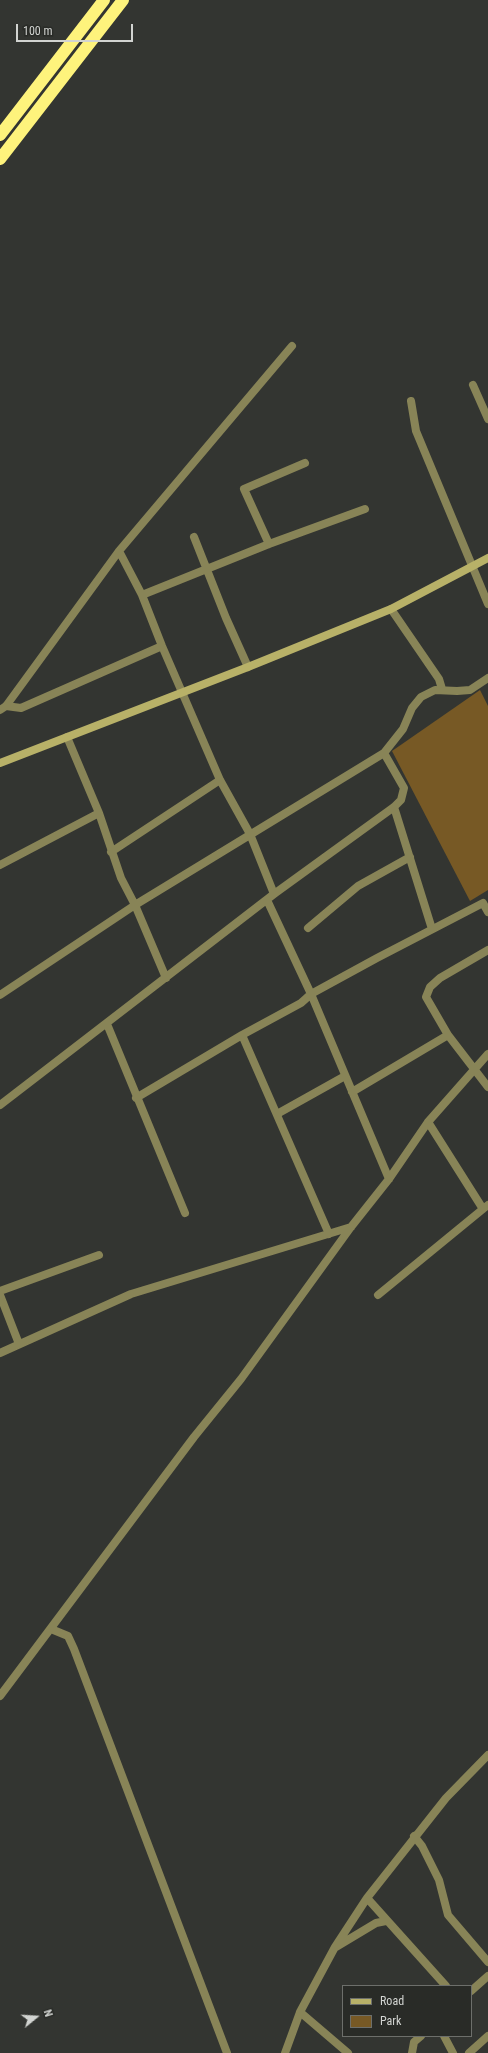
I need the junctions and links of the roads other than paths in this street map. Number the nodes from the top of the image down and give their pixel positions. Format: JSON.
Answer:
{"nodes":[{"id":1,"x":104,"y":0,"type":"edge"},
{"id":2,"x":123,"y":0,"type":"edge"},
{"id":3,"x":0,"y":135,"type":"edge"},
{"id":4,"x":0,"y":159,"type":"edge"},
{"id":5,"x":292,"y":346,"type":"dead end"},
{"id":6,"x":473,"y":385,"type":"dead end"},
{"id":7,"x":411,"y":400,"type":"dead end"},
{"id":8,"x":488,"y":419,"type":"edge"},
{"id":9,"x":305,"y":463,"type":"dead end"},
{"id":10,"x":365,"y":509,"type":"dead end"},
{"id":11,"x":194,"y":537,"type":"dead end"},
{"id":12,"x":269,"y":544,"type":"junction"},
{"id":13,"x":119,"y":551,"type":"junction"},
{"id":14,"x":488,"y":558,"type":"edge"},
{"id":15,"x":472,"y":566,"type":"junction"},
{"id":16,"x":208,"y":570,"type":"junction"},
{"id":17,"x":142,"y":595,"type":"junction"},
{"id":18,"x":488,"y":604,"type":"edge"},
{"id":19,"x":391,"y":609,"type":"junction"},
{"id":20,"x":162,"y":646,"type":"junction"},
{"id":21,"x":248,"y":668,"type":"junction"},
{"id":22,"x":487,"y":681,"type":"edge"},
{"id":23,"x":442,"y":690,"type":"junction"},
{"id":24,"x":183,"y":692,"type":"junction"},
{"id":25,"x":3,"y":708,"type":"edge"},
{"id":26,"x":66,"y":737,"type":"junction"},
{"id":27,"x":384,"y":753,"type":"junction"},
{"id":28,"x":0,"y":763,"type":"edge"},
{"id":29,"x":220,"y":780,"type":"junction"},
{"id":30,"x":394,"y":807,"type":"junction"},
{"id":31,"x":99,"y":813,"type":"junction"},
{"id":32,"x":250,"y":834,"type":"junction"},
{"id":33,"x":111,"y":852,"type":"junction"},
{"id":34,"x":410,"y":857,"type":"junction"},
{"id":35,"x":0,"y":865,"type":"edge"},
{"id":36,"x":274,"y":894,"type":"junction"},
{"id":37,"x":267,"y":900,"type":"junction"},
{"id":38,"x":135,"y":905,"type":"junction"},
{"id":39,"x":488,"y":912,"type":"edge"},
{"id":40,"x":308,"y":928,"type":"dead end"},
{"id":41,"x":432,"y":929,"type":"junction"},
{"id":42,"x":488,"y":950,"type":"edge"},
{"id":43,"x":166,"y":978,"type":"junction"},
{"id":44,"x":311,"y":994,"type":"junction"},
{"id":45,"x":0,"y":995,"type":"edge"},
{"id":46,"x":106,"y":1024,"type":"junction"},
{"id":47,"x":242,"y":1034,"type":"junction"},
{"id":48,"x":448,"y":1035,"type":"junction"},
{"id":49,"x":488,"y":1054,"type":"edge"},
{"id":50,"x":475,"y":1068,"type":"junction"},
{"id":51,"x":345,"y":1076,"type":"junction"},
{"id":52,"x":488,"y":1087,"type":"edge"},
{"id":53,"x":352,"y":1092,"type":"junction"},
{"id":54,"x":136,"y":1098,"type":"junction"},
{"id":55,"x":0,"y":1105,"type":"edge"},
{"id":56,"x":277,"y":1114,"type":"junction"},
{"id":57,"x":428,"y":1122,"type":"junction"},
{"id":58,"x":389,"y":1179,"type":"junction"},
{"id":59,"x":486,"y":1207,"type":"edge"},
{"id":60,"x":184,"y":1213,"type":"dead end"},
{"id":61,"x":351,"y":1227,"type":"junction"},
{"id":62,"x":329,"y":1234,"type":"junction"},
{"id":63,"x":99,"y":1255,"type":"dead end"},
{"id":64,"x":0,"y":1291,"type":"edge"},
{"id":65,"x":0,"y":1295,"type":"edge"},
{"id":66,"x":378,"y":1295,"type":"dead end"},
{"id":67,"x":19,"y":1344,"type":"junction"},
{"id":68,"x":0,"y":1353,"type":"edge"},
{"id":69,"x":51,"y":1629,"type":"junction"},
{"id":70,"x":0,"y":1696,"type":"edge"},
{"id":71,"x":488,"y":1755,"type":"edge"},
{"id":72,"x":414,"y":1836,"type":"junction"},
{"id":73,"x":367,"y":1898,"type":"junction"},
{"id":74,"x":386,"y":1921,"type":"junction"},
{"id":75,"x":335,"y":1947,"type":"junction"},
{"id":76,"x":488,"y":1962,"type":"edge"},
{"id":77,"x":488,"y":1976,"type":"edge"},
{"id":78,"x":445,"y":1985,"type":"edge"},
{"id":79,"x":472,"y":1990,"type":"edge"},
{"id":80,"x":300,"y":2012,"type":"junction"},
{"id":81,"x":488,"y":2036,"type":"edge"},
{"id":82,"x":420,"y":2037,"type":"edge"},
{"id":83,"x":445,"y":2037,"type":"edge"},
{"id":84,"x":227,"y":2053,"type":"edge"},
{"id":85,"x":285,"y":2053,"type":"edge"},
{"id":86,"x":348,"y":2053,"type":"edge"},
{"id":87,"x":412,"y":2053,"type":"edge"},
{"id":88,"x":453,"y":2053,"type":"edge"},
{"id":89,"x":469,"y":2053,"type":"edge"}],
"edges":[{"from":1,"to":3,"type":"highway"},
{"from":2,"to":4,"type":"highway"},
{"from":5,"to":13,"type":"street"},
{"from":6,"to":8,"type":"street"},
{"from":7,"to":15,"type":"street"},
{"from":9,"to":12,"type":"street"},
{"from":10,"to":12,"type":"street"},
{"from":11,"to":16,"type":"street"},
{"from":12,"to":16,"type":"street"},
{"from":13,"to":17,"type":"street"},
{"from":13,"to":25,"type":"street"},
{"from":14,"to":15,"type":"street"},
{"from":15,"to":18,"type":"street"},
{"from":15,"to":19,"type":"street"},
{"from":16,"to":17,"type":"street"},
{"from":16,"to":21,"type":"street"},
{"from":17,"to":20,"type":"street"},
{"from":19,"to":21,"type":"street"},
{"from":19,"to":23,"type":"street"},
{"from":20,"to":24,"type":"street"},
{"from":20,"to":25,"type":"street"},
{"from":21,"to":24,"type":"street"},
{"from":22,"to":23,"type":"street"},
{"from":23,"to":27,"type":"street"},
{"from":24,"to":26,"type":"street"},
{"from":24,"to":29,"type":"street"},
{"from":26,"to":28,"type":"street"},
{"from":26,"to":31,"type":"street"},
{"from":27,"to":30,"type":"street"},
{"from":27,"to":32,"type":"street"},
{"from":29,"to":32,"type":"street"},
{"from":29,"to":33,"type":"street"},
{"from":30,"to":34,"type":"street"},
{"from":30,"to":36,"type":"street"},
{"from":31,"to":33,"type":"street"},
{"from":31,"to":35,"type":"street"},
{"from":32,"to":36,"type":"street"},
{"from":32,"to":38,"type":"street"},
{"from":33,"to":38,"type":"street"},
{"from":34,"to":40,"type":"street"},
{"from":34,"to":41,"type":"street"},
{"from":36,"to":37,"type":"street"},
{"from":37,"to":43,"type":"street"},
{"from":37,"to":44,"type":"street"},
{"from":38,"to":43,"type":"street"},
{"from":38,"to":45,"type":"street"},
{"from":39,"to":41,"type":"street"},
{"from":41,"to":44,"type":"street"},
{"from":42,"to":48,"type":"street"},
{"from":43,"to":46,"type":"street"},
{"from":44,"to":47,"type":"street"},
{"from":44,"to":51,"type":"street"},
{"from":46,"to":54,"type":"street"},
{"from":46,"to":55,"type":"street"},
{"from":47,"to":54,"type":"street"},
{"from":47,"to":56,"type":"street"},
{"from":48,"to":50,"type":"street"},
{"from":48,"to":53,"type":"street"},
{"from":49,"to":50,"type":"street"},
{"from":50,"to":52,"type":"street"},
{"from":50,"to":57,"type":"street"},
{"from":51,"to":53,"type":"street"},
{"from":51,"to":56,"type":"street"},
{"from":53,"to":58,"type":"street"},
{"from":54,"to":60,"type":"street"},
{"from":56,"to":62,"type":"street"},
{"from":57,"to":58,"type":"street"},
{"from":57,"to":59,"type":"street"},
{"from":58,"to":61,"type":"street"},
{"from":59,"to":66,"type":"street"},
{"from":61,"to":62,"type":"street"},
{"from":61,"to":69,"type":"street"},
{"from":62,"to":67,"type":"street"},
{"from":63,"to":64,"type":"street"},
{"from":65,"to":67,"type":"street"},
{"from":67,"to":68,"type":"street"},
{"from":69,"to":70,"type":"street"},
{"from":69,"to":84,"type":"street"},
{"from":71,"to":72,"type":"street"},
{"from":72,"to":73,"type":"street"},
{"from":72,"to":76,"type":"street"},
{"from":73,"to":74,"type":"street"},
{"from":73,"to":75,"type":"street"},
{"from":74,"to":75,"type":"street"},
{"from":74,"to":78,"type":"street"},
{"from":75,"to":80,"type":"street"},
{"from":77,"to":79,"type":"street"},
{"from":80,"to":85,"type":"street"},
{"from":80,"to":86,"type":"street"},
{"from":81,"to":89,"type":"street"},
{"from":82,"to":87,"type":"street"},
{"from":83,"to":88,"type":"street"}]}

---------------

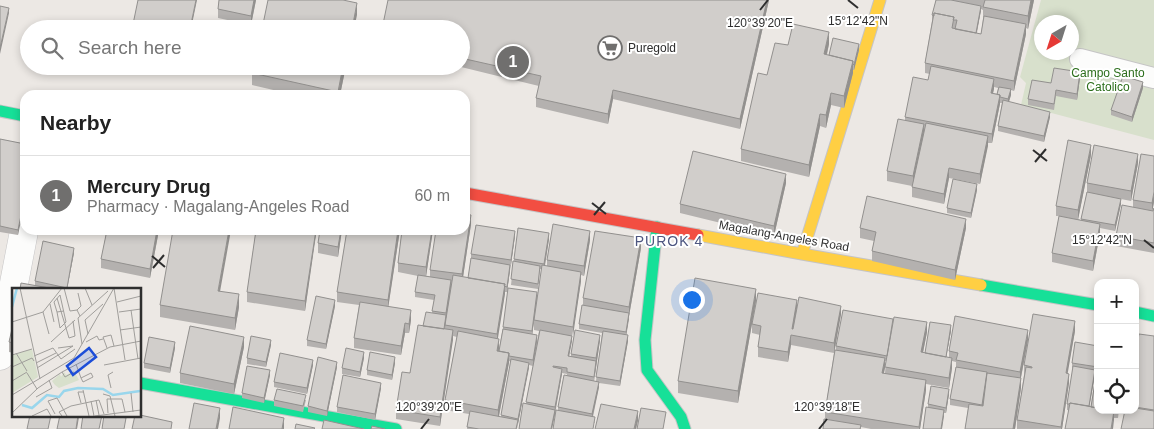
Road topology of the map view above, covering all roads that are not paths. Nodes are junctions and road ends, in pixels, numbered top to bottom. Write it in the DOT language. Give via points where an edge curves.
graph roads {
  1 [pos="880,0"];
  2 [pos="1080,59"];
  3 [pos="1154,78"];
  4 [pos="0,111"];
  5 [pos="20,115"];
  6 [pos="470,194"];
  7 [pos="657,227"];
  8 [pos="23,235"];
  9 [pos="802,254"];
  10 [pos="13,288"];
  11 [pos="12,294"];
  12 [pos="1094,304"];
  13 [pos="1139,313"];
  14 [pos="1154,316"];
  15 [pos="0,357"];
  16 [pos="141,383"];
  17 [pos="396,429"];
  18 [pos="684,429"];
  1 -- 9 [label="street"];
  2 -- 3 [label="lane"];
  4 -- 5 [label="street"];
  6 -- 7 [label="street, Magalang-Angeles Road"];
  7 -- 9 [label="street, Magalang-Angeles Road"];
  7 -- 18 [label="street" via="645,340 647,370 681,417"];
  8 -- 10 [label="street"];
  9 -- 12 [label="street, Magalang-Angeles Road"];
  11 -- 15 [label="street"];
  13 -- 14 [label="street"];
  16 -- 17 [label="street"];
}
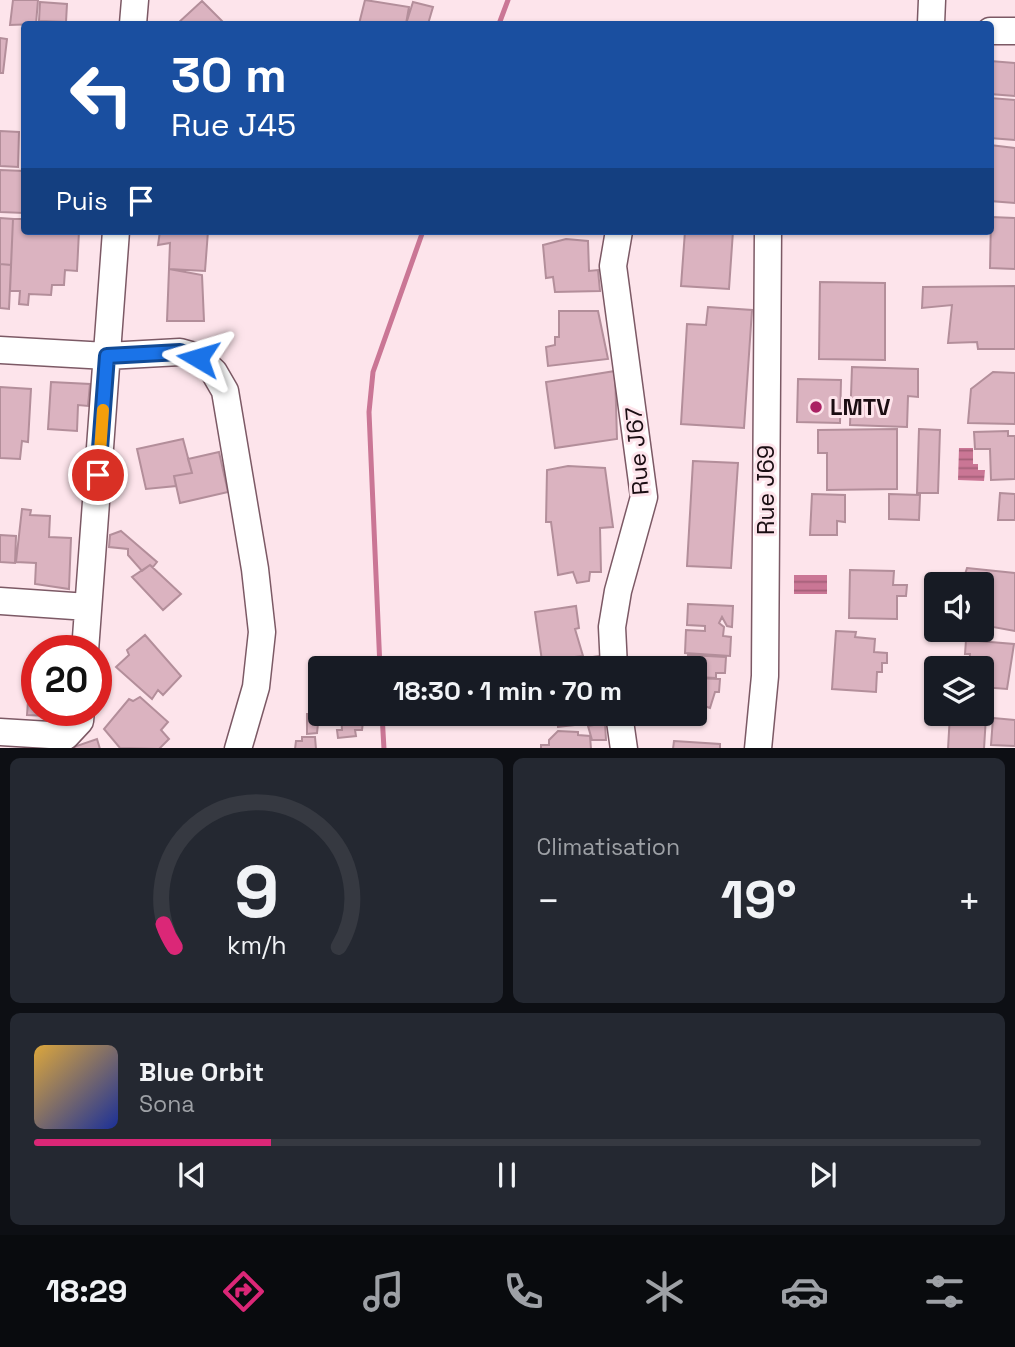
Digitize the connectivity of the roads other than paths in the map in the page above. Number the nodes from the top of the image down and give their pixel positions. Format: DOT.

---------------

• [TASK DIRECTIONS] Wherever the string "image" occurs in the data, copy the line that holds it.

• [TASK ANSWER]
I need the junctions and links of the roads other than paths in this street map. Number the nodes from the top of the image down and give their pixel positions. Format: JSON.
Digitize the connectivity of the roads other than paths in the map in the page above. Number the nodes from the top of the image down and give their pixel positions. Format: DOT.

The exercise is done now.